The PHC-10 is a basic battery-operated training machine with an inbuilt single-line 16-character LCD display and a limited integer-only implementation of BASIC (Tiny BASIC). It includes 4 kB of ROM (within the CPU), 2 kB of RAM expandable to 4 kB and 56 keys.

It shares the same basic dimensions (51 x 160 x 300 mm) as the PHC-20 and PHC-25 along with similar styling.

The PHC-10 is based around the μPD7901G, a microcontroller introduced by NEC in 1981. The μPD7901G integrates ROM storage (for the Tiny BASIC implementation) and 128 bytes of RAM and interfaces directly with a keyboard, such that it only requires the further addition of an LCD controller and external RAM to turn it into a pocket computer.

The PHC-10 includes no external outputs whatsoever, omitting any form of external TV or video display signal. It also lacks the ability to save programs to cassette or in any other manner, meaning they will be lost when its batteries expire.

==Reception==

Shortly before the PHC-10's planned (but later-abandoned) UK launch, Your Computer magazine reviewed it alongside the PHC-25- which it considered more promising and focused primarily on- and the PHC-20.

While the review praised the keyboard and ergonomics that the PHC-10 had in common with the other models, it was highly critical of its limitations, particularly the Tiny BASIC implementation and a lack of user RAM which it thought would be "restrictive even for a beginner". The lack of expandability was also criticised, and the PHC-10 was considered "purely a training device" and outclassed by the likes of the Sinclair ZX81.

L'Ordinateur de poche magazine, reporting on the Tokyo Computer Show, was positive towards the PHC-10 which it viewed solely as a beginners' machine. It considered the large keys well-suited to beginners and thought the PHC-10 well-designed with good aesthetics. (Note: While L'Ordinateur de poche was a French-based publication, its report discusses the PHC-10 in the context of the Tokyo show (and its price on the Japanese market) and makes no comment either way about the existence or absence of any potential launch in France.)

==Availability and distribution==

Doubt had been expressed as to whether the PHC-10 ever made it to market at all.

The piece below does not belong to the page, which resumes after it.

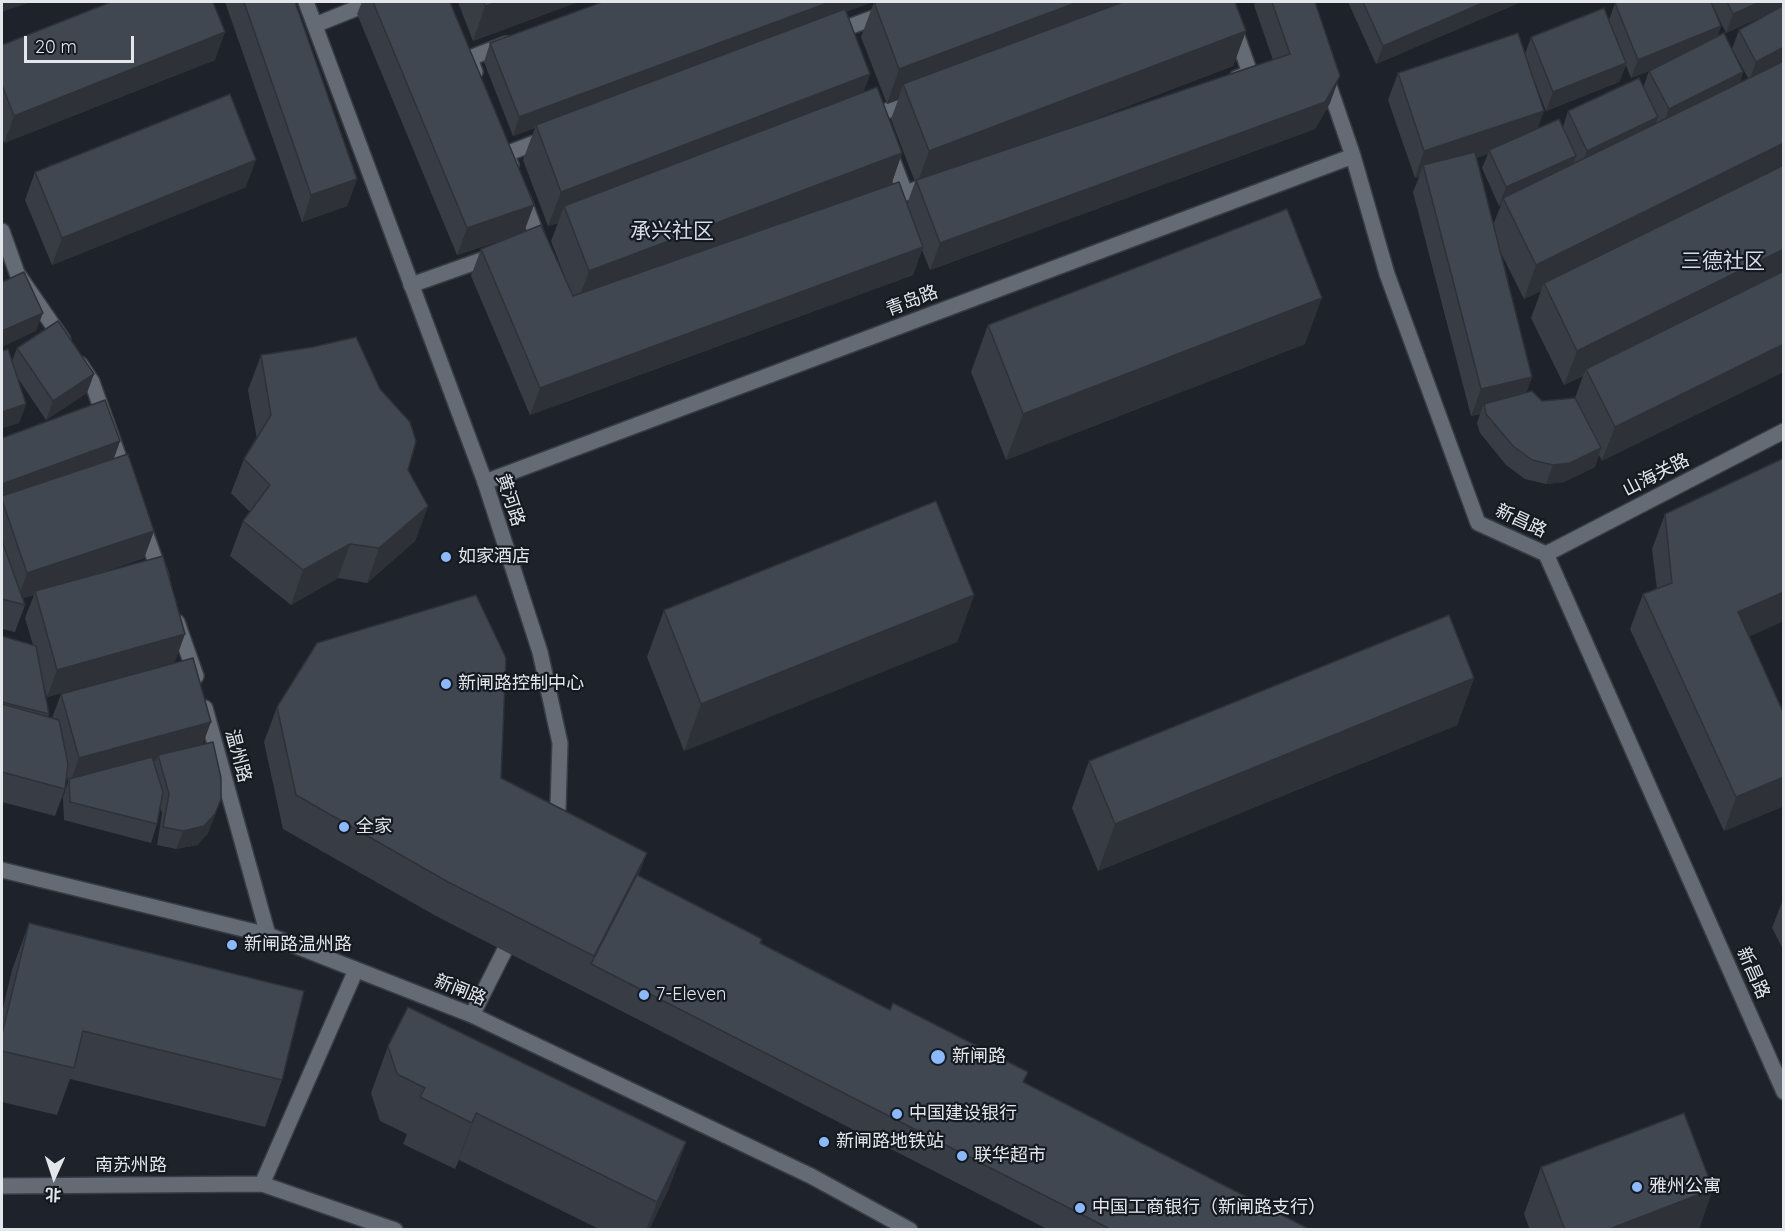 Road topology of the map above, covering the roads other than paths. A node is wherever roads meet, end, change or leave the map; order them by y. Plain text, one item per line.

However, advertisements featuring clearance or secondhand examples appeared in Japanese publications as late as 1986 and, as of January 2025, there were at least two examples known to exist.

In the UK, Sanyo announced that the PHC-10 would go on sale for £60 in early 1983, alongside the PHC-20 and PHC-25. However, Your Computer magazine- which had reviewed all three in October 1982- later noted they had "disappeared again in November" with no indication given that they ever went on sale there.

Sanyo did not attempt to market the PHC-10 in the United States (unlike the PHC-20 and PHC-25 which they announced there but later withdrew before they went on sale). Although it was exhibited at the US-based CES show in January 1983, it was reported that the PHC-10 wasn't intended for sale in that country and no US price was given.